KEY COMPONENTS OF THE PATIENT EVALUATION AND OVERALL VIEW

Figure 3.1 illustrates the clinical findings and considerations required for identifying high-risk patients with obesity. These assessments evaluate the impact of the disease on health and identify factors that place patients at risk of poor clinical outcomes. Of critical importance are findings pertaining to the risk, presence, and severity of obesity-related complications, since these complications confer morbidity and mortality and indicate that obesity is having an adverse impact on health.

Obesity is a chronic disease with opportunities for primary, secondary, and tertiary prevention. Primary prevention prevents the development of obesity in the first place and can involve health education and changing the built environment. With the development of excess adiposity but prior to emergence of complications, clinicians are in a secondary prevention mode of treatment with the goal of preventing further weight gain and the emergence of complications. Once obesity complications are present, this signifies that the degree of adiposity regardless of the BMI level is sufficient to impair the health of the patient. The HCP is then in a tertiary prevention mode when weight loss therapy must be sufficient to prevent further disease deterioration and treat the complications. For this reason, there is an emphasis on complications that can be prevented or ameliorated with weight loss. Since the purpose of treatment is to improve the health and quality of life of the patient, the goal of weight loss therapy is to achieve sufficient weight loss to result in clinically meaningful improvements in complications and/or a reduction in the risk of complications. There are several straightforward and useful approaches to stage the severity of obesity based on the presence and severity of complications discussed below.1,3 For the most part, these approaches use objective clinical criteria for the diagnosis of complications and assessment of the severity of complications.






FIGURE 3.1 Identification of the high-risk patient with overweight or obesity.

In addition to the objective clinical assessment of obesity complications, it is important to assess the degree of symptom formation and functional impairment regarding complications, and the extent to which these symptoms worsen quality of life. Patients with degenerative osteoarthritis who have similar changes on knee x-ray could exhibit marked differences in the severity of symptoms as a consequence of this complication. Therefore, it is also important to assess the subjective severity of symptoms and the degree to which these symptoms adversely impact function and quality of life. These considerations are analogous to patient-reported outcomes and indicate complication severity according to the patient’s experience.

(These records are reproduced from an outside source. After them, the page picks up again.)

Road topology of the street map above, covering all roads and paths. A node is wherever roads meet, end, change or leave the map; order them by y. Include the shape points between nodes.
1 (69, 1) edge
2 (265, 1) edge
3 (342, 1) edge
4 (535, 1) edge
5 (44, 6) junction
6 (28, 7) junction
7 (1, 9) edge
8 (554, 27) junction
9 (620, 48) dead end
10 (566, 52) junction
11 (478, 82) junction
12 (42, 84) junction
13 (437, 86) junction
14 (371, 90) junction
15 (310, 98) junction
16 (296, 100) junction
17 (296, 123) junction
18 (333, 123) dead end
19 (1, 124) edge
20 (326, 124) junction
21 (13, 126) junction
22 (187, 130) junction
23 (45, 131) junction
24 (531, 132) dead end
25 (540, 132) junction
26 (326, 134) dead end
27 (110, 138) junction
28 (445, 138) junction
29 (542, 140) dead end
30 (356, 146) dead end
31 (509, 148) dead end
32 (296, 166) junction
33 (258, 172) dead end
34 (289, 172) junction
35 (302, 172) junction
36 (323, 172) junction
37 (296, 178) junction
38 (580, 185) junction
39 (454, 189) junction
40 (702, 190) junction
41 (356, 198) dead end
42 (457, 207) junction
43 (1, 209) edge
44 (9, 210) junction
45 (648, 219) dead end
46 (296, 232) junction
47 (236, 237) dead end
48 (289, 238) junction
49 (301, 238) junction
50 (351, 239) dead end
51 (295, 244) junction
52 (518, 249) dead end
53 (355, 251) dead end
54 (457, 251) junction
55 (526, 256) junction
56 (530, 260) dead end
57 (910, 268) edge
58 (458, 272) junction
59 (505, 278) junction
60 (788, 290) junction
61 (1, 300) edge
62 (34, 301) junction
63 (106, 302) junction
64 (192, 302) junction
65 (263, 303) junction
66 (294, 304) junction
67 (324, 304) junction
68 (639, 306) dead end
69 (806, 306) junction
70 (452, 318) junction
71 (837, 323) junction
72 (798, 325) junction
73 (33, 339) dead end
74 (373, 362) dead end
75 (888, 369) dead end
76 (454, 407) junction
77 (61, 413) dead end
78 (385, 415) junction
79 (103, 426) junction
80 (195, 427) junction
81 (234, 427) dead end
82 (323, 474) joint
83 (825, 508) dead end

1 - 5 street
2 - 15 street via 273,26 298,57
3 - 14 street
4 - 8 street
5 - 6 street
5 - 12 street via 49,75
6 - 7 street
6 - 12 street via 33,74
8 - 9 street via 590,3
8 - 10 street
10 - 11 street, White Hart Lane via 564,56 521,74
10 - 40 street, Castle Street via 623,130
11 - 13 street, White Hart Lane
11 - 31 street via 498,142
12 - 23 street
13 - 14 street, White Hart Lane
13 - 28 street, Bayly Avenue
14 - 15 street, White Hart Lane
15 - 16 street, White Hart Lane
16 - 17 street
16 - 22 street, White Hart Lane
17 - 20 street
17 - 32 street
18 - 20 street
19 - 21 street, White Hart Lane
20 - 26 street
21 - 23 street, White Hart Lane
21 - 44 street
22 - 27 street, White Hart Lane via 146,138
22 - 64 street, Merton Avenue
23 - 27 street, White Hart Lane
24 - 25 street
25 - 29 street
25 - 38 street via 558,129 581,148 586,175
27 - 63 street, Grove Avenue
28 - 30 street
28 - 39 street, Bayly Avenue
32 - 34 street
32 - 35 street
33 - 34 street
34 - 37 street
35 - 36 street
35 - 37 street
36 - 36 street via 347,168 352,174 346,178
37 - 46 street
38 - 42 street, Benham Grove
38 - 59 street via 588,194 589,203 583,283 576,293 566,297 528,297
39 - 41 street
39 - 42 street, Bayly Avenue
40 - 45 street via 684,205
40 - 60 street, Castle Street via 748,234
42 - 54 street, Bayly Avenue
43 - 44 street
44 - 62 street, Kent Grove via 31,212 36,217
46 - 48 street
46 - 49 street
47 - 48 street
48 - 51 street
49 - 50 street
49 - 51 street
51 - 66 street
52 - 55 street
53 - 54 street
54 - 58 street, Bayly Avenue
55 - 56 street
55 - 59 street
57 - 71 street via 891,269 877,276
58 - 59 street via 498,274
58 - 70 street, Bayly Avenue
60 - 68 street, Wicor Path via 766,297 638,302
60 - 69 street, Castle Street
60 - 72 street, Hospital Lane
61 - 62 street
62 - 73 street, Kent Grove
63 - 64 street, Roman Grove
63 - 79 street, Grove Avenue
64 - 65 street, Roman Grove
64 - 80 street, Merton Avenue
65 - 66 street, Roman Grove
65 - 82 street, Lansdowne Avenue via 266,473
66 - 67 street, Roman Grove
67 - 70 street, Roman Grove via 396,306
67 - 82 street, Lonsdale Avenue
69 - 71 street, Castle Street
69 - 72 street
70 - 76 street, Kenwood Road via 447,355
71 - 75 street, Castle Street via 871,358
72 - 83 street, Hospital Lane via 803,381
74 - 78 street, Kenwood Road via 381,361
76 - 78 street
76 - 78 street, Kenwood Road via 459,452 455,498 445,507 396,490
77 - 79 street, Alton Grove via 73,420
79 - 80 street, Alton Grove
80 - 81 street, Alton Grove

Finally, the HCP must assess aggravating factors that place the patient at risk for poor outcomes. These can include medications prescribed for various purposes that promote weight gain, as well as “psychological overlay” including stigmatization, poor self-esteem, depression, or binge eating disorder, which can predominate as causes of decreased quality of life. In many patients, these factors must be incorporated into a personalized treatment approach or addressed specifically if the weight loss intervention is to be successful. Social and environmental determinants of obesity can also present obstacles to effective treatment and must be addressed in an individualized care plan. It is important to gauge
factors such as personal and cultural preferences for food and physical activity, the built environment with access to unprocessed food or exercise facilities, support systems, and health literacy in developing effective lifestyle prescriptions.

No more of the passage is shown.